What the task asks = Copy each line below containing "turn".

Given data =
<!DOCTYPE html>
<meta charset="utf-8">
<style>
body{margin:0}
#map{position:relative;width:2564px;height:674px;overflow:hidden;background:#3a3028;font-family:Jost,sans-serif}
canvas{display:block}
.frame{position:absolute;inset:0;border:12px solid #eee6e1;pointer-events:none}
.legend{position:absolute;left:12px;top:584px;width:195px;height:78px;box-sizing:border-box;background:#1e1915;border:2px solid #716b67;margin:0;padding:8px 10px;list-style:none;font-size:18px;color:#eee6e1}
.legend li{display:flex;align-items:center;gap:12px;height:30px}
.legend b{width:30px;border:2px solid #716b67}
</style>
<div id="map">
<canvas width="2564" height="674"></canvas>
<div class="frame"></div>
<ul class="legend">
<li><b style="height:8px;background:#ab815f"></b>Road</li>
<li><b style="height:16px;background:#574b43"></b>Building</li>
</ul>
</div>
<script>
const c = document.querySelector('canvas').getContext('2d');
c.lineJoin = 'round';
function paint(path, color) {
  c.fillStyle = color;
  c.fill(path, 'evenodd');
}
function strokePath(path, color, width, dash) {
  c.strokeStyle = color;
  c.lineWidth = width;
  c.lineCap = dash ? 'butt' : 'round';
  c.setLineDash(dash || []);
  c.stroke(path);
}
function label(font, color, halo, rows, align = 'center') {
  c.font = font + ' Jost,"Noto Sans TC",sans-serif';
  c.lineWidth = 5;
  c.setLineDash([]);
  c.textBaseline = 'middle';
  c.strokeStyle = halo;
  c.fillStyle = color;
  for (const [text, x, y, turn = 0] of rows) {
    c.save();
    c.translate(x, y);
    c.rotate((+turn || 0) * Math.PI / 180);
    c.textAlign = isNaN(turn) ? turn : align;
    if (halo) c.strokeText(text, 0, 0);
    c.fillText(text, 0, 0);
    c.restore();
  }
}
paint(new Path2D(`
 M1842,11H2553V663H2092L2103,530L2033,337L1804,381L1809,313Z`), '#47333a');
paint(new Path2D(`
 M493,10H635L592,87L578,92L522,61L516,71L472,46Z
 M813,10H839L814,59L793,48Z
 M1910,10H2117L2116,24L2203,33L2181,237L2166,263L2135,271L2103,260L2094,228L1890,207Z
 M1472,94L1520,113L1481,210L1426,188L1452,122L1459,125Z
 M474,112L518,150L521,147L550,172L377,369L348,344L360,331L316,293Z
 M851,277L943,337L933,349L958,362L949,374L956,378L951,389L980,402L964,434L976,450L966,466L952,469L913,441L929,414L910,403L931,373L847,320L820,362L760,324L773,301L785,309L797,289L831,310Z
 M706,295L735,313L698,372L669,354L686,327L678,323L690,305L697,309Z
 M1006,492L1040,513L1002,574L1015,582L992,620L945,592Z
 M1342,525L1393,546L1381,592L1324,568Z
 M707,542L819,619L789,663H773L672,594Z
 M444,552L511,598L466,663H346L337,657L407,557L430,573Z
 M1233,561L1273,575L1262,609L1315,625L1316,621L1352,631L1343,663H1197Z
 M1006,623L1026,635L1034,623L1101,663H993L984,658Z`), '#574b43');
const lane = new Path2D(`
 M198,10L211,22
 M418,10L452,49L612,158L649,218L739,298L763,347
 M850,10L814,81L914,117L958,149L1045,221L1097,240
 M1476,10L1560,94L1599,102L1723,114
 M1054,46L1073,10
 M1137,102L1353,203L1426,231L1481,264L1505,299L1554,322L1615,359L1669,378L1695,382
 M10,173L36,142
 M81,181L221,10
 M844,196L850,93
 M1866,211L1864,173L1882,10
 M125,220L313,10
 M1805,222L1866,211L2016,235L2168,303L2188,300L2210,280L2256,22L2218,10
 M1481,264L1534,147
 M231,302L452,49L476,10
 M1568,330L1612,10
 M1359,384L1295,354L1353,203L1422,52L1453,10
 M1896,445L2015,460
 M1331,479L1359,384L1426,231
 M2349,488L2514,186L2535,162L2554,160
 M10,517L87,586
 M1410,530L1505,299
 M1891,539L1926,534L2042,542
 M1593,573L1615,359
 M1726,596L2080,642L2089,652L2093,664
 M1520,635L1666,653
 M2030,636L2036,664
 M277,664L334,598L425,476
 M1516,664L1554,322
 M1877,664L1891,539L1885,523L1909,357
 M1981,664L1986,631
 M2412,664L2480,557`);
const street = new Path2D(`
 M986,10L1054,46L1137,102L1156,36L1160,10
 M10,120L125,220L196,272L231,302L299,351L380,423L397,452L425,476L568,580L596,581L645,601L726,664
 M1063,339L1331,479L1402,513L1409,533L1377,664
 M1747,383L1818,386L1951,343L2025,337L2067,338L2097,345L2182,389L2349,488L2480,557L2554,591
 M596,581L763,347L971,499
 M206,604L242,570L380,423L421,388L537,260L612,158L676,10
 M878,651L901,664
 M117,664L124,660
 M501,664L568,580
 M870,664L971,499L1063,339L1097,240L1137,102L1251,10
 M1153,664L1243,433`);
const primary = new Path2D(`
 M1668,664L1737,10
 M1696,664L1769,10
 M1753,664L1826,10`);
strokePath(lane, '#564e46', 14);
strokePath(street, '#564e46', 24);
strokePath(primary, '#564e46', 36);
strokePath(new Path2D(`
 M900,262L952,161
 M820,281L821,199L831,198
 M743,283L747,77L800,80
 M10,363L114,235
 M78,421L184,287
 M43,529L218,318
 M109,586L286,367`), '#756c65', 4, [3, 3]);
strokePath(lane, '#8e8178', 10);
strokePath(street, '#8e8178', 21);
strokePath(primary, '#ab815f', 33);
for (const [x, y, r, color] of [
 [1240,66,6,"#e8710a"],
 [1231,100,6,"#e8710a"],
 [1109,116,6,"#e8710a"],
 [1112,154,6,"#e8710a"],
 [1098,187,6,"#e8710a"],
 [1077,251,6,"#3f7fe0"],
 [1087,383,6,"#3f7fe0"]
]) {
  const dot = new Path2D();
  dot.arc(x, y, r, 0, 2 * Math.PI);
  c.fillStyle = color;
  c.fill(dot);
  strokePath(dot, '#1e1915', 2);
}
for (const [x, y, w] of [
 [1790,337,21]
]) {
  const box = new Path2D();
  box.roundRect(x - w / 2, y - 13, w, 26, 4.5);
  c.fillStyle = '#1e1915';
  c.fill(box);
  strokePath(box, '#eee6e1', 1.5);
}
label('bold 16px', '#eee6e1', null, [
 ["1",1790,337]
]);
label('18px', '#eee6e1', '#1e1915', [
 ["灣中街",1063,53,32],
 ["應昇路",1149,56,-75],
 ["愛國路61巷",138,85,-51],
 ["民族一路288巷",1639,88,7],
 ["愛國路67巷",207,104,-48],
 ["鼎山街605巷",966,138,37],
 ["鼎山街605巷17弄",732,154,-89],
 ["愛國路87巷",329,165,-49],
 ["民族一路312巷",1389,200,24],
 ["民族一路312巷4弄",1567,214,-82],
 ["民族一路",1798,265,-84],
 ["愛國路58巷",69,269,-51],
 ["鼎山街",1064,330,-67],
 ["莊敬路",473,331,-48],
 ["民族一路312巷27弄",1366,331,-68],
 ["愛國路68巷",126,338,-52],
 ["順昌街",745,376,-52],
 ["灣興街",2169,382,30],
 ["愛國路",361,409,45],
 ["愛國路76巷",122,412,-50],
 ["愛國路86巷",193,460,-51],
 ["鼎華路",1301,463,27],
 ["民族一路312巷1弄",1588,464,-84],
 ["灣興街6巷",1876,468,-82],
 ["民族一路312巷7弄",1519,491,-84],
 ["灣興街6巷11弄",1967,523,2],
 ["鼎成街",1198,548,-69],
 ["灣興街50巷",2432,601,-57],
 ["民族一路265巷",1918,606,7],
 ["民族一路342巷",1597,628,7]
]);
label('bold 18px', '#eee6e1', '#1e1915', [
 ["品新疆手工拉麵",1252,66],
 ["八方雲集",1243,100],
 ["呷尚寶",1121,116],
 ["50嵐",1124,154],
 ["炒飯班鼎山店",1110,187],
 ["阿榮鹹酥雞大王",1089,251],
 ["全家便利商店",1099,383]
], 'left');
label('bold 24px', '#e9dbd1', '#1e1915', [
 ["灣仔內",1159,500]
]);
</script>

The completed task =
  for (const [text, x, y, turn = 0] of rows) {
    c.rotate((+turn || 0) * Math.PI / 180);
    c.textAlign = isNaN(turn) ? turn : align;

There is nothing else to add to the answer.